**Material for this task**
________
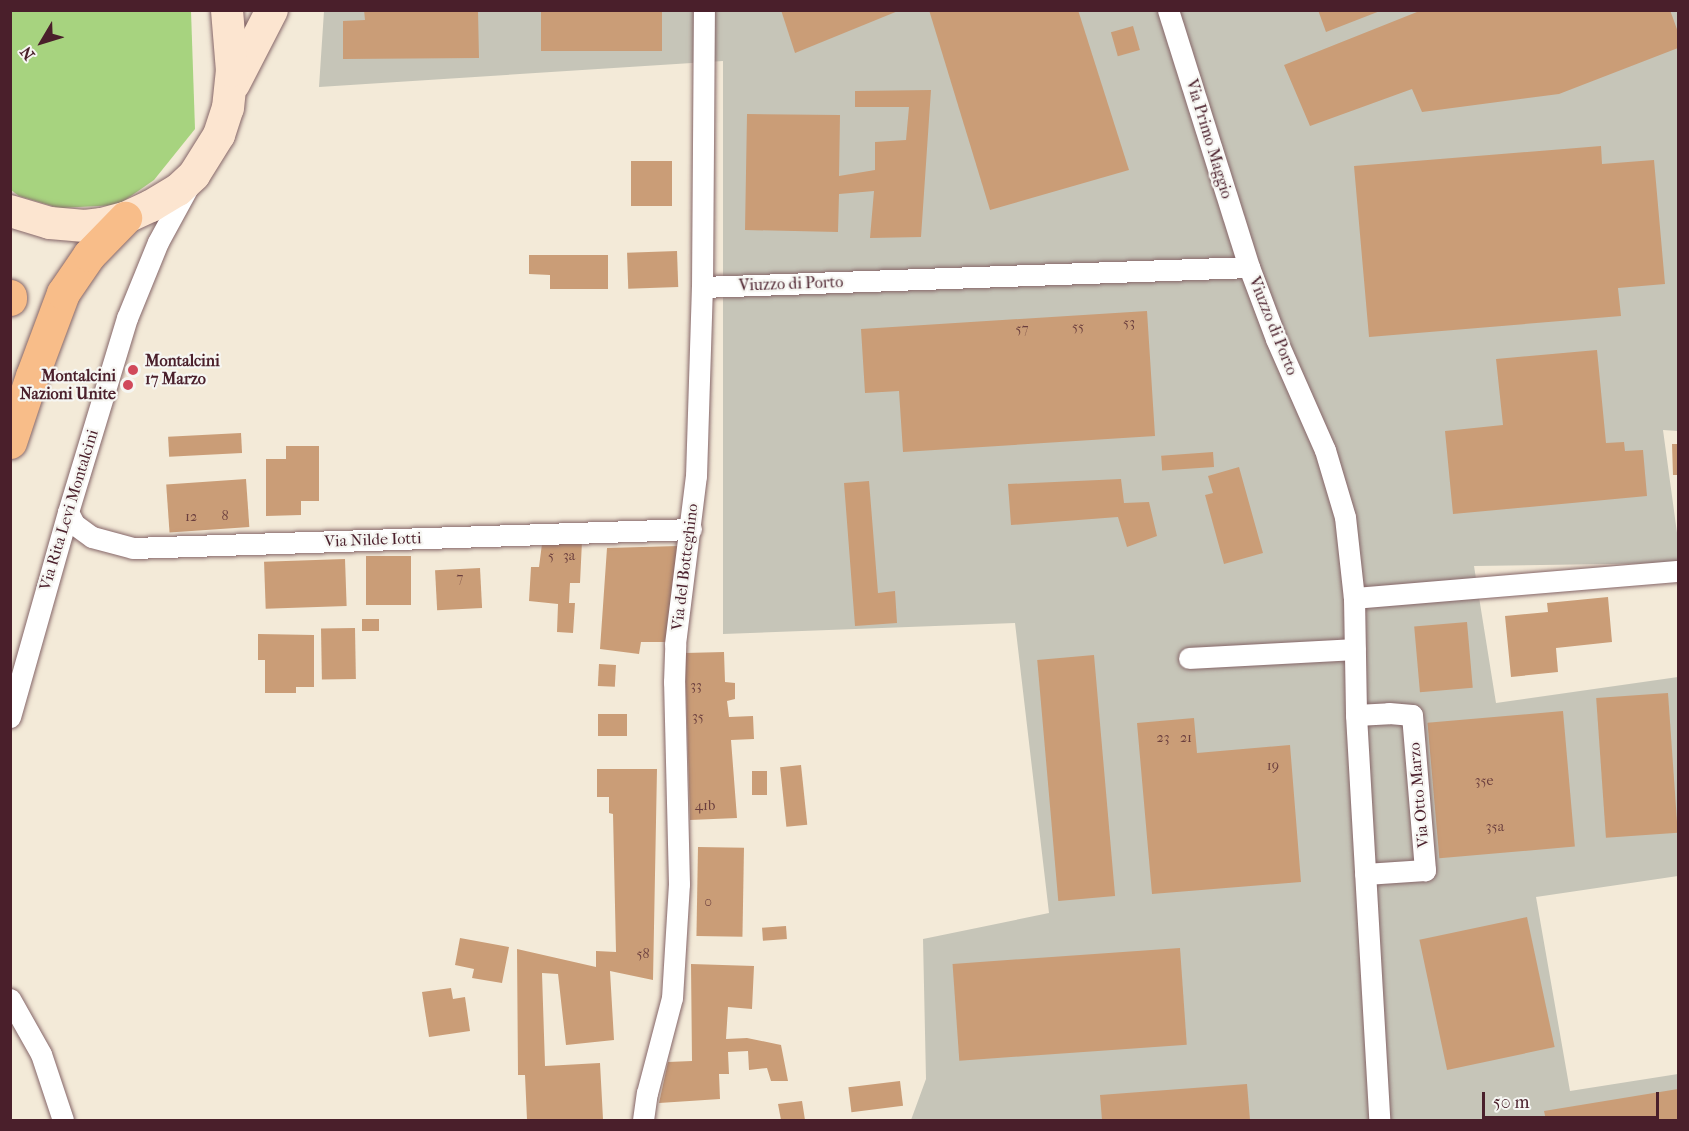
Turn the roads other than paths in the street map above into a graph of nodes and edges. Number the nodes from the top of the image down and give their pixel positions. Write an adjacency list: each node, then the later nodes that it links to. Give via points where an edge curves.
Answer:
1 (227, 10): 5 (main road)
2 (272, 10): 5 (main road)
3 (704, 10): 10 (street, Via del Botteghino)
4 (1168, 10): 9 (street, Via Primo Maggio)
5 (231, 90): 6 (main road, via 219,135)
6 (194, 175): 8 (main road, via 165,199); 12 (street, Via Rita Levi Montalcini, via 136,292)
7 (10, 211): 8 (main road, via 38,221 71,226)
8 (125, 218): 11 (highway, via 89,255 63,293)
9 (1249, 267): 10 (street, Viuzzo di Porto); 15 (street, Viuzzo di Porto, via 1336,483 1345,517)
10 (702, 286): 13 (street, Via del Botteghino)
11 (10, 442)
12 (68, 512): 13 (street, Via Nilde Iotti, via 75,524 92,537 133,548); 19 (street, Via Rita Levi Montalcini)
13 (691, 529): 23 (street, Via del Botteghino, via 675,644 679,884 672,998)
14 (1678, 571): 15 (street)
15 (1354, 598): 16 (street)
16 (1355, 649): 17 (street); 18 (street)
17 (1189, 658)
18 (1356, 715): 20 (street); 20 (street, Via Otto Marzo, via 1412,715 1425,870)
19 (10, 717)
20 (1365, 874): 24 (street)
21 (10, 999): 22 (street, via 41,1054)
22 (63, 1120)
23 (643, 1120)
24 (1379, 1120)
________
**What you are asked to do**
Your answer must be an exact copy of the records above, with no pictures included.

**Response box**
Turn the roads other than paths in the street map above into a graph of nodes and edges. Number the nodes from the top of the image down and give their pixel positions. Write an adjacency list: each node, then the later nodes that it links to. Give via points where an edge curves.
Answer:
1 (227, 10): 5 (main road)
2 (272, 10): 5 (main road)
3 (704, 10): 10 (street, Via del Botteghino)
4 (1168, 10): 9 (street, Via Primo Maggio)
5 (231, 90): 6 (main road, via 219,135)
6 (194, 175): 8 (main road, via 165,199); 12 (street, Via Rita Levi Montalcini, via 136,292)
7 (10, 211): 8 (main road, via 38,221 71,226)
8 (125, 218): 11 (highway, via 89,255 63,293)
9 (1249, 267): 10 (street, Viuzzo di Porto); 15 (street, Viuzzo di Porto, via 1336,483 1345,517)
10 (702, 286): 13 (street, Via del Botteghino)
11 (10, 442)
12 (68, 512): 13 (street, Via Nilde Iotti, via 75,524 92,537 133,548); 19 (street, Via Rita Levi Montalcini)
13 (691, 529): 23 (street, Via del Botteghino, via 675,644 679,884 672,998)
14 (1678, 571): 15 (street)
15 (1354, 598): 16 (street)
16 (1355, 649): 17 (street); 18 (street)
17 (1189, 658)
18 (1356, 715): 20 (street); 20 (street, Via Otto Marzo, via 1412,715 1425,870)
19 (10, 717)
20 (1365, 874): 24 (street)
21 (10, 999): 22 (street, via 41,1054)
22 (63, 1120)
23 (643, 1120)
24 (1379, 1120)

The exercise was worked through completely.